Included in the trend of luxury residences is the Abingdon, remodeled from the former Village Nursing Home. Here prices range as high as $31 million for an apartment. That our neighborhood 200-room nursing home will now accommodate just 10 households illustrates the change in Village life.

Generations visited their family members and friends in the old Village Nursing home. Now, those who eat at Greenwich House centers are not allowed the same solace when ill and at the end of their life. Their loved ones will need to travel out of the neighborhood to visit them in a nursing home, which means that there might not be daily or even weekly visits.

We have also lost our only hospital to luxury housing. Where St. Vincent’s used to be is now the Greenwich Lane, described on its sale Web site as: “…individually crafted with high-end, state-of-the-art, luxury living in mind.”

St. Vincent’s, founded in 1849 as a charity hospital, served the immigrant poor and homeless. It served my father’s Italian family for five generations. My son was born there, and we all used its E.R.

The freestanding emergency department in the new HealthPlex in the former St. Vincent’s O’Toole Building won’t be able to deal with heart attack and stroke emergencies at the same level as a full-service hospital.

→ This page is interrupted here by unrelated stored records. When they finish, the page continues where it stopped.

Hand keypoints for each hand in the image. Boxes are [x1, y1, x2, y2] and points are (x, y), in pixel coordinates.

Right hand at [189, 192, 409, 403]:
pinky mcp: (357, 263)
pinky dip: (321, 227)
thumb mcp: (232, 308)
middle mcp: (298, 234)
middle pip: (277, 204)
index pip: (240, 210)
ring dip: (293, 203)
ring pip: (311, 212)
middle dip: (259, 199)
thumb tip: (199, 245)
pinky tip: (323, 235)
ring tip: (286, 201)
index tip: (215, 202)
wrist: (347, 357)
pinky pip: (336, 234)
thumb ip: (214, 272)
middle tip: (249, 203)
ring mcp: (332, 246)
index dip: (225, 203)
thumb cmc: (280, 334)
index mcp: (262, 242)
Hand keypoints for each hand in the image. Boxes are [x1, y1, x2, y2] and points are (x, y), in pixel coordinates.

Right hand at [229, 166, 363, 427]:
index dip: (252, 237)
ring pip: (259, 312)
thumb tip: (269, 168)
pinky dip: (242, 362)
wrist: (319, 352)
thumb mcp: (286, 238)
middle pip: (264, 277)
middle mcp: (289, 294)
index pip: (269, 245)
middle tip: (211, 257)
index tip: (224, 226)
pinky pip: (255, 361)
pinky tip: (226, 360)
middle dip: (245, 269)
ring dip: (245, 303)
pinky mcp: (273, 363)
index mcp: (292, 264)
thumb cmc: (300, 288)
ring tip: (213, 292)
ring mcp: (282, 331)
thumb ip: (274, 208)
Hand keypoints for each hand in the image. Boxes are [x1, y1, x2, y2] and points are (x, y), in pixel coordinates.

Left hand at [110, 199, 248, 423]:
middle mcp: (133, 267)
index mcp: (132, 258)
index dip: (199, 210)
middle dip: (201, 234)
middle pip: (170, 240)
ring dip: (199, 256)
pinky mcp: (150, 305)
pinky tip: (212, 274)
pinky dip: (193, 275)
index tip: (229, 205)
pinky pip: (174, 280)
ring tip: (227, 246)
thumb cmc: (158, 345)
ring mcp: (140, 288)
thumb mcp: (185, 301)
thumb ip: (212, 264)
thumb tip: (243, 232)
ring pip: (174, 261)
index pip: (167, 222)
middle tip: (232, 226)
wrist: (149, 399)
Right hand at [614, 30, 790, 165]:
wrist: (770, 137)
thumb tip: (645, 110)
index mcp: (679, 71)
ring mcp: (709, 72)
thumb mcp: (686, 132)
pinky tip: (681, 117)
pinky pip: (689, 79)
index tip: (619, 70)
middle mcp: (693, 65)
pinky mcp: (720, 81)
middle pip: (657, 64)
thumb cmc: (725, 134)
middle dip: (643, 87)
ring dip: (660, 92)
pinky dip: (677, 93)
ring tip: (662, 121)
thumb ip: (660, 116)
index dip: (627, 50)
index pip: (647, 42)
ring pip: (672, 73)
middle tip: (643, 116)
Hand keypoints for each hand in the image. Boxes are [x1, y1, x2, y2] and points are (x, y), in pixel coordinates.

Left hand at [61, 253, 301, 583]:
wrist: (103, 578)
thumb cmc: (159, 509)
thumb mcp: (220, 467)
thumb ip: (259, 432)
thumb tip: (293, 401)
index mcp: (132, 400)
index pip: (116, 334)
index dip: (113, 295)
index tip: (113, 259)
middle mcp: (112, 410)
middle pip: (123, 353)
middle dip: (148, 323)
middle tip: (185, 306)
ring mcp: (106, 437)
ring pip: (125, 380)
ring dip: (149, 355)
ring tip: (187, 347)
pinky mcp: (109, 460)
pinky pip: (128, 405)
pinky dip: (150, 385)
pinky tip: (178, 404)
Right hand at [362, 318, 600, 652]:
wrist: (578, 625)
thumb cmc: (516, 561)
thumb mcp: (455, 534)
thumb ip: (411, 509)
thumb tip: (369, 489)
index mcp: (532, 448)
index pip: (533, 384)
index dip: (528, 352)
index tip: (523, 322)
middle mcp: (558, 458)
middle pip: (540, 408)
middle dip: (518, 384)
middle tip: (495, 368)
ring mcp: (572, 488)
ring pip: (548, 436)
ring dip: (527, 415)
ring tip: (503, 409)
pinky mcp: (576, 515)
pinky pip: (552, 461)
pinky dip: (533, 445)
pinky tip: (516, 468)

People will die, I fear, because of the time it takes to cover the distance to a hospital outside of the neighborhood, combined with the heavy traffic on our tiny, crowded streets. “Treat, Stabilize, then Transfer” patients for higher-level care to a full-service hospital — which is what the HealthPlex says it will do — is not enough.

One evening on Bleecker St., an ambulance, with lights and sirens blasting, was stuck behind traffic at the Carmine St. stoplight. Jimmy ran to the first car, banged on its hood and yelled, “Pull over!” All the cars then pulled off to the side and the ambulance continued east. Jimmy explained: “It could have been one of my friends in the ambulance.”

Developers and the people who buy these ultra-luxury apartments have shattered what took generations of effort to create. Today’s veteran Villagers have no way to benefit from the wealth creation that has destroyed their way of life, other than selling their leases and moving away. Their descendants will not know the same Village, and few will be able to afford to live here.

Also, many of the new buildings are in the flood zone. What would happen if we had two hurricanes back to back, for instance, or the “grid came down” and Manhattan and the Village were without food and water for more than a few days? In the event of a crisis, should the new, wealthy residents of the Village not be able to buy their way out of it or leave, my bet would be on the homeless to survive. It is already their reality, after all.